Your task:
Go through the data underneath and report how many lines hold the string "nowrap", giving only the number.

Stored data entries
----------
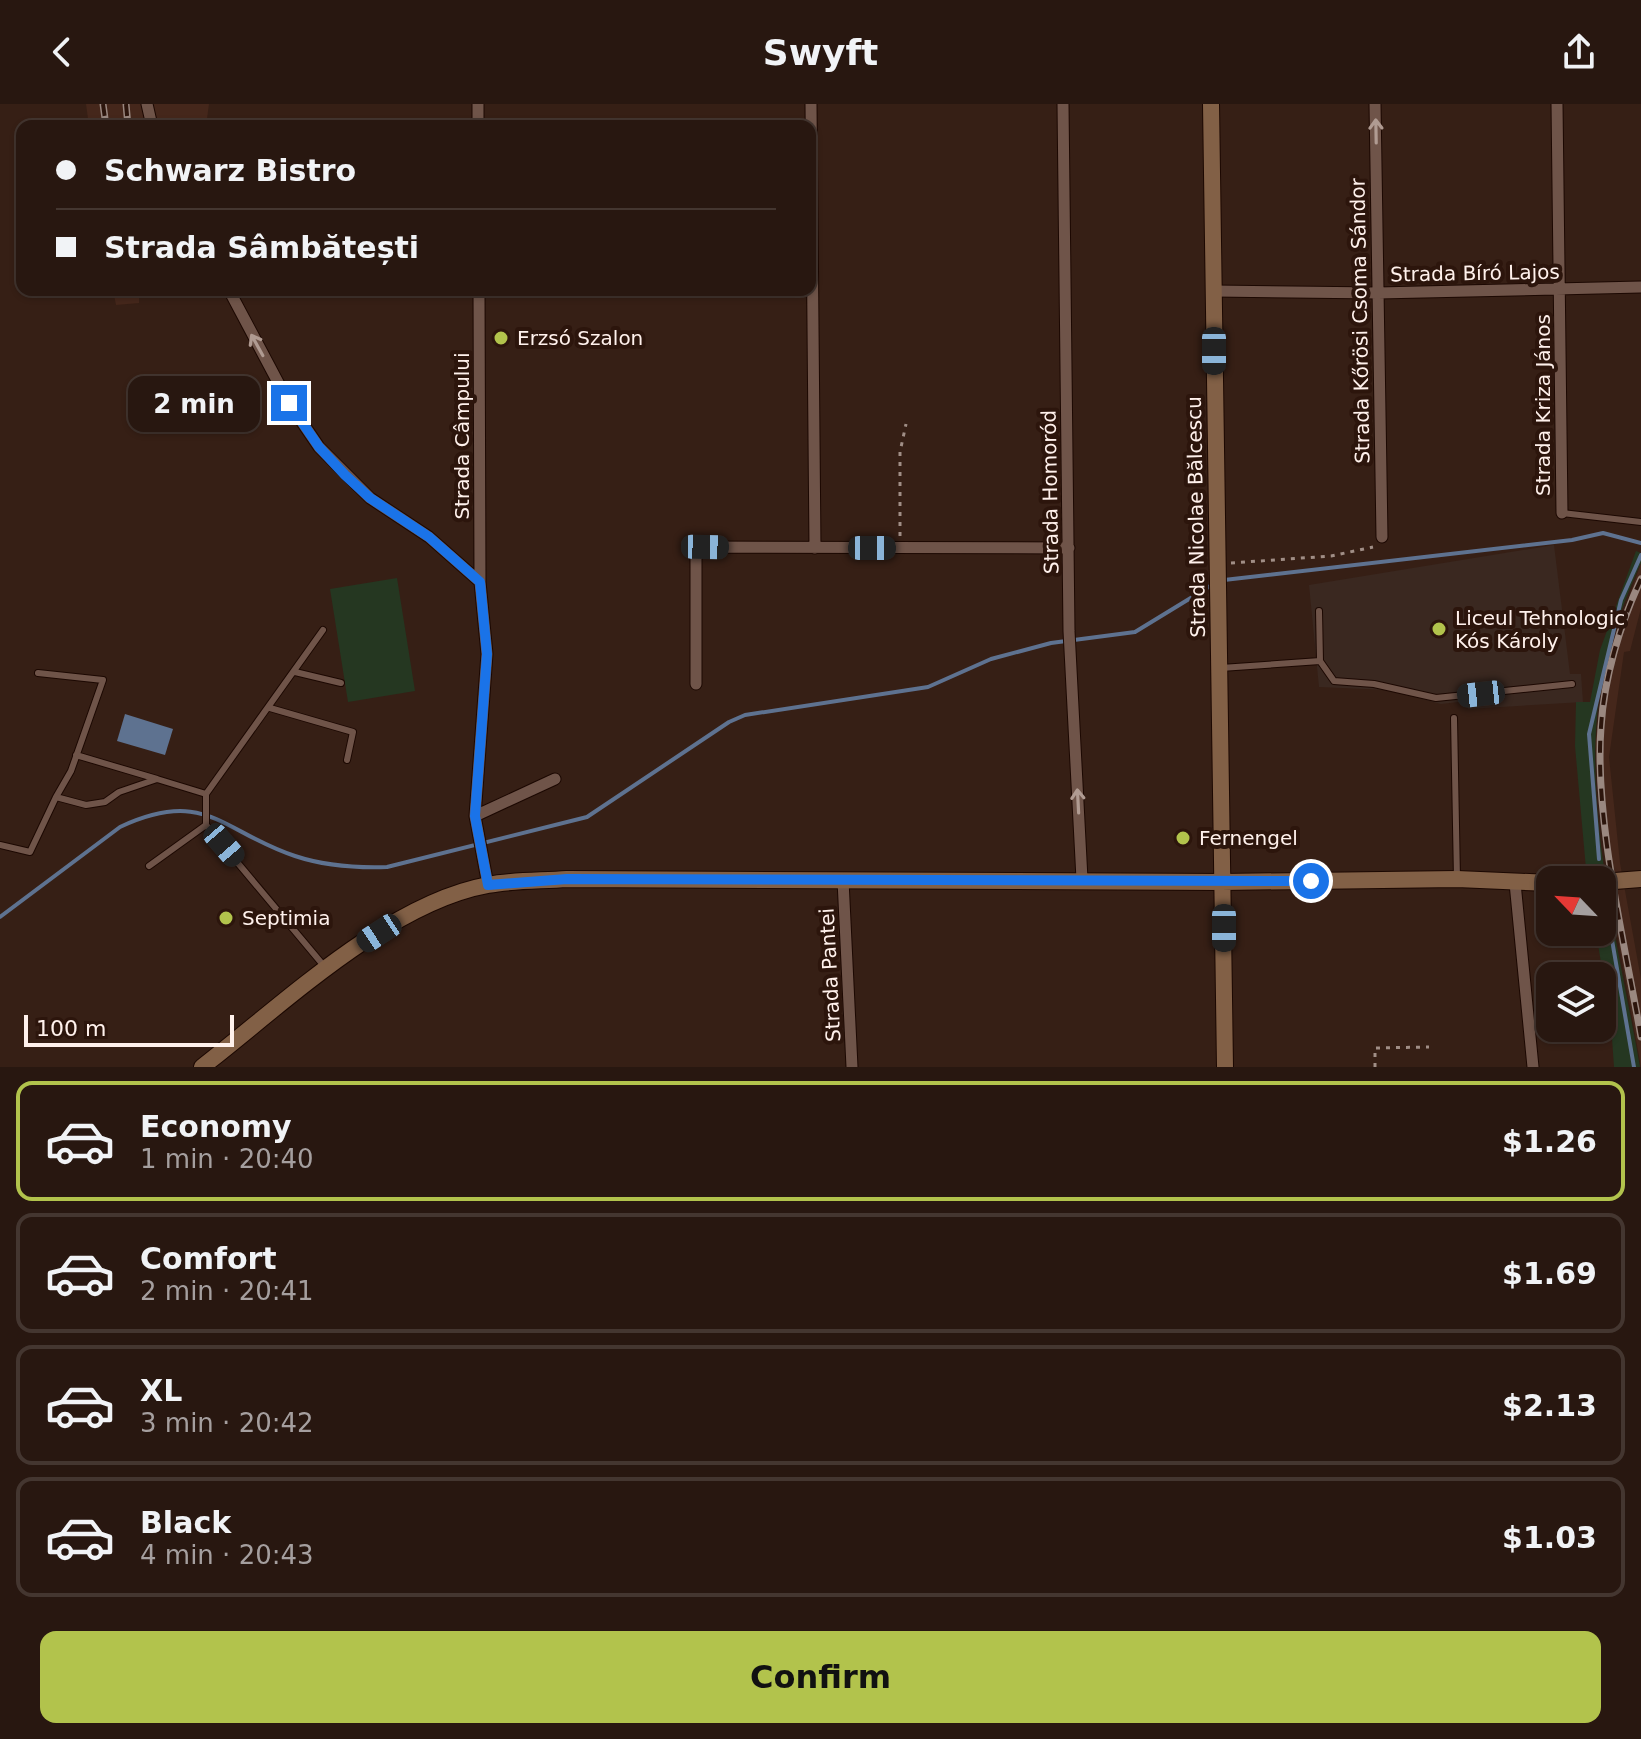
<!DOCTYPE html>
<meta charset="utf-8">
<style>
:root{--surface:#281710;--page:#302019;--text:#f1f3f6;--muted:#a59f9f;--line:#443630;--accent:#b2c34c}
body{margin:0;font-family:"DejaVu Sans",sans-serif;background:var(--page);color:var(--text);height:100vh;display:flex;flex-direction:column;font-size:30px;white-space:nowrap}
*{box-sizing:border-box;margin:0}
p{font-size:26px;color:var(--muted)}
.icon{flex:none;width:44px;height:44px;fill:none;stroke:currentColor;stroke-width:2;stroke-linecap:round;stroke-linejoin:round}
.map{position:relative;height:963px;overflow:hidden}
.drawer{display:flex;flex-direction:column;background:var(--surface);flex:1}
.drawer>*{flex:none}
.top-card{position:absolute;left:16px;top:16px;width:800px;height:176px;border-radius:16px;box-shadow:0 2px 6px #0004,0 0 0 2px var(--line);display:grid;align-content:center;height:176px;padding:0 40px;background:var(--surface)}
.needle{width:52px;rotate:295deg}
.controls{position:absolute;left:1536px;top:762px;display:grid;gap:16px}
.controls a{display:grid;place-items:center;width:80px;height:80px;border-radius:16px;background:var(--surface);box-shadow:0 2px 6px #0004,0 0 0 2px var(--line);font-size:40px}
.scale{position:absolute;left:24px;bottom:20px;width:210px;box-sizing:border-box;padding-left:8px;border:4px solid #fff1ec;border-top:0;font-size:22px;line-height:28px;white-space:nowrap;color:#fff1ec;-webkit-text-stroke:6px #2c150c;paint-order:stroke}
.end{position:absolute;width:36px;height:36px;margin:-18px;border:10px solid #1a73e8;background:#fff;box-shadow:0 0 0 4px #fff}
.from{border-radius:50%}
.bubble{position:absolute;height:56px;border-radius:16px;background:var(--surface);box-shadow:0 2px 6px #0004,0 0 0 2px var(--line);font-size:26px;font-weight:600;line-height:56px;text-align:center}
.car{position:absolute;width:24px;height:48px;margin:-24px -12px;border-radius:10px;box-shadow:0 0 6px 2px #0007;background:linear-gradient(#222 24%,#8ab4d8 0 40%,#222 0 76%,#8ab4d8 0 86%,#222 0)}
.top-card b{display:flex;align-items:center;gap:28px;height:76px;font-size:30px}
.top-card b+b{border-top:2px solid var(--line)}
.top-card i{width:20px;height:20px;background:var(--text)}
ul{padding:14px 0 0;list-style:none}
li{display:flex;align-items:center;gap:24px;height:120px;margin:0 16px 12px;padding:0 24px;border:4px solid var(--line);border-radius:16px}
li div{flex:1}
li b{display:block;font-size:30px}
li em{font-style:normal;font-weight:600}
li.current{border-color:var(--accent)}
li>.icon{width:72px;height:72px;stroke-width:1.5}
.button{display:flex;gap:16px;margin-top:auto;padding:16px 40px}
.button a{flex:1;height:92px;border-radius:16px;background:var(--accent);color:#111;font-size:32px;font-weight:600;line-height:92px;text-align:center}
header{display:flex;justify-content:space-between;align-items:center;height:104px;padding:0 40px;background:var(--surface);font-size:36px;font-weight:600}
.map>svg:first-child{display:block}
.built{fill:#45271b}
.education{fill:#3a2820}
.green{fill:#253721}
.water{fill:#5e7290}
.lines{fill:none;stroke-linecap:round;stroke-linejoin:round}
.stream{stroke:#5e7290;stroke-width:4}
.service-casing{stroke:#1c0802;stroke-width:8}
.minor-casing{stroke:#1c0802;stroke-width:13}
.secondary-casing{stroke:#1c0802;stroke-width:18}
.path{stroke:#a08e86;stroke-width:3;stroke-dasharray:4 6;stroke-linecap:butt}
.service{stroke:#6f5449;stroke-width:6}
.minor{stroke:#6f5449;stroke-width:11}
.secondary{stroke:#826046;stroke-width:16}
.rail-casing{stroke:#9a8880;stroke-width:7}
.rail{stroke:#2c150c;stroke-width:4;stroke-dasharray:12;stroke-linecap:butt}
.oneway{stroke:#b09b92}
.route{stroke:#1a73e8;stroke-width:10}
.poi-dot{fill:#b2c34c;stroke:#2c150c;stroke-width:3}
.labels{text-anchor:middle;stroke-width:8;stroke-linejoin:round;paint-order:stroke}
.street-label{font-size:20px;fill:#fff1ec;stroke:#2c150c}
.poi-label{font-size:20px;fill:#fff1ec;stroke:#2c150c;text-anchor:start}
</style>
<header><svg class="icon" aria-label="back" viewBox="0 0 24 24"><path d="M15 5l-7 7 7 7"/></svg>Swyft<svg class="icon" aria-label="share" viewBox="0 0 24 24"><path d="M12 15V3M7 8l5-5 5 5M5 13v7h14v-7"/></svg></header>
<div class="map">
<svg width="1641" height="963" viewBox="0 0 1641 963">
<rect width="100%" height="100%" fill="#361f15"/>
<path class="built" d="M86 0H209L206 22H89Z
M113 186H139V199L116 201Z
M1641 459V504L1630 547 1624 548 1609 653 1620 759 1641 875V963L1609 785 1595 639 1610 547Z"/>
<path class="education" d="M1554 441 1570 570H1581L1583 598 1468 605 1467 597 1441 600 1388 586 1319 583 1309 481Z"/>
<path class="green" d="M1636 447 1641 449V459C1619 506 1602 561 1597 612 1587 722 1621 854 1640 963H1614L1611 920 1596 828H1602V776H1587L1575 642 1576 598H1590L1600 546Z
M397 474 415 587 348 598 330 485Z"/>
<path class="water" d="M125 610 173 625 165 651 117 637Z"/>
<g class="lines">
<path class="stream" d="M1224 476 1572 436 1603 429 1641 439
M1599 755 1589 630 1621 496 1641 451
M1603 784 1634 963
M0 813 120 723C206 683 222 728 295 752 325 762 356 764 387 763L587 713 729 618 745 611 928 583 991 555 1051 539 1135 528 1212 481"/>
<g class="service-casing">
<path id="service" d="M1562 409 1641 418
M1319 507 1320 557 1334 577 1374 580 1436 594 1572 580
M323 526 206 690V721L324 862
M1221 564 1320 557
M295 568 341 579
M38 569 103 576 71 667 56 693
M270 604 353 628 347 656
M1454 614 1457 775
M76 651 157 675
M0 741 30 748 56 693 86 701 105 698 119 688 157 675 206 690
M149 762 206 721"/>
</g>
<g class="minor-casing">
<path id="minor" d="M147 0 152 22
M478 0V22
M811 0 815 444
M1063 0 1069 527 1082 775
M1375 0 1382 433
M1557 0 1562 409
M229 186 289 299 319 343 370 394 429 433 480 478
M479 186 480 478 487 550 475 712 488 781
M1214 187 1378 189 1641 183
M696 580V453L705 443 1069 444
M475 712 555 675
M843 776 852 963
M1515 779 1533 963"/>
</g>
<g class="secondary-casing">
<path id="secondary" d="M1211 0 1225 963
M1602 778 1641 775
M202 963C281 902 388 799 488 781 514 776 541 777 567 775L1222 778 1457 775 1550 779"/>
</g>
<path class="path" d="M900 432V348L906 320
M1231 459 1331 452 1373 443
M1375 963V944L1429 943"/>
<use href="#service" class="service"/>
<use href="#minor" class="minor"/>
<use href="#secondary" class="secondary"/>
<g class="rail-casing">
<path id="rail" d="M103 0 106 22
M126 0 128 22
M1641 475C1620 520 1604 574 1601 623 1594 715 1625 840 1641 933"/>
</g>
<use href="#rail" class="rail"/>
</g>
<defs><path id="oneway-shaft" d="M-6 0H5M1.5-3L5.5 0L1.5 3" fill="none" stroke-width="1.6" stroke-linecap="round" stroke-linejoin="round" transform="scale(2)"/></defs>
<g class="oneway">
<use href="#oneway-shaft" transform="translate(1376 27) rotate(-91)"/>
<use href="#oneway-shaft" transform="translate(257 241) rotate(-119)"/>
<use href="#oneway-shaft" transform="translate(1078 697) rotate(-93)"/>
</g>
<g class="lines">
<path class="route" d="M289 299 319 343 345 371 370 394 429 433 480 478 487 550 475 712 488 781 567 775 1311 777"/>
</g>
<g class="poi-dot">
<circle cx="501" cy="234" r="8"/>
<circle cx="1439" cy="525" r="8"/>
<circle cx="1183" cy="734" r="8"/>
<circle cx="226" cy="814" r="8"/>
</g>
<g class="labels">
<g class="street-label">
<text transform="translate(1475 169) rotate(-1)" y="7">Strada Bíró Lajos</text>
<text transform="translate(1360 217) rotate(-91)" y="7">Strada Kőrösi Csoma Sándor</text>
<text transform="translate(1543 301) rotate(-90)" y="7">Strada Kriza János</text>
<text transform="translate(462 332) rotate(-90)" y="7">Strada Câmpului</text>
<text transform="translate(1050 388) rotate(-91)" y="7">Strada Homoród</text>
<text transform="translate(1196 413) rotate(-91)" y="7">Strada Nicolae Bălcescu</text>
<text transform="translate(830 871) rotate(-93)" y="7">Strada Pantei</text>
</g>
<g class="poi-label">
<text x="517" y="241">Erzsó Szalon</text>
<text x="1455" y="521">Liceul Tehnologic<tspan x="1455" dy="23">Kós Károly</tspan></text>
<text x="1199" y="741">Fernengel</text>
<text x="242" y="821">Septimia</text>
</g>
</g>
</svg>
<div class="controls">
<a><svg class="needle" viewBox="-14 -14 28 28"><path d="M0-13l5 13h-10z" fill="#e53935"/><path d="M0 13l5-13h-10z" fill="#a59f9f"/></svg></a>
<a><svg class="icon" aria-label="layers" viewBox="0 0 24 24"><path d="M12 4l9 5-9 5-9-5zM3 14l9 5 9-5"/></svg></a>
</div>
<div class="scale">100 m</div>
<i class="end from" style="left:1311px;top:777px"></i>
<i class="end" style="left:289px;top:299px"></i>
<div class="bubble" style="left:128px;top:272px;width:132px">2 min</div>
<i class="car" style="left:1214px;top:247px;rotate:180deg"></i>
<i class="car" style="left:705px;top:443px;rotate:91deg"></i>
<i class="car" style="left:872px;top:444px;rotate:90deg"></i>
<i class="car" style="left:1481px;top:590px;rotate:264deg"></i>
<i class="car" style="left:224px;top:741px;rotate:139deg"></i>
<i class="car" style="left:1224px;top:824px;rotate:180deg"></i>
<i class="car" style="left:379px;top:829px;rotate:237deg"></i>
<div class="top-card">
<b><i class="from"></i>Schwarz Bistro</b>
<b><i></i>Strada Sâmbătești</b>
</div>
</div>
<section class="drawer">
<ul>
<li class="current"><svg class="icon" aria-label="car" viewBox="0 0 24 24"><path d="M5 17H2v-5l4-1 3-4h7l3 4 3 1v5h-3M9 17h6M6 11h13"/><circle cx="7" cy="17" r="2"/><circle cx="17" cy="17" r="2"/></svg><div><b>Economy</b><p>1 min · 20:40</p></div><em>$1.26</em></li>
<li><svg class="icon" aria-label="car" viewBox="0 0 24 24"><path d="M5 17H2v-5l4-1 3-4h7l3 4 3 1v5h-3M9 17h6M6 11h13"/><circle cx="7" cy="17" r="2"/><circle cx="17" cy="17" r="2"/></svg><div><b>Comfort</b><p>2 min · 20:41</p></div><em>$1.69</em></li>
<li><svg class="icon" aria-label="car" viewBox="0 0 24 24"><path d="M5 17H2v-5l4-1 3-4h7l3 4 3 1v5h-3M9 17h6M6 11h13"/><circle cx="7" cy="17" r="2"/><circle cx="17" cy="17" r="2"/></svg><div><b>XL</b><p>3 min · 20:42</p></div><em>$2.13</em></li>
<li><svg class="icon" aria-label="car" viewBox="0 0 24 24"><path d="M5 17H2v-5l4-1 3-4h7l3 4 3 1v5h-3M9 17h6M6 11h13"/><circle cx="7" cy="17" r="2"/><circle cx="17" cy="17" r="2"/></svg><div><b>Black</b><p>4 min · 20:43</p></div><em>$1.03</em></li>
</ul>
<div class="button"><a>Confirm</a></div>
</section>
----------
Exercise output:
2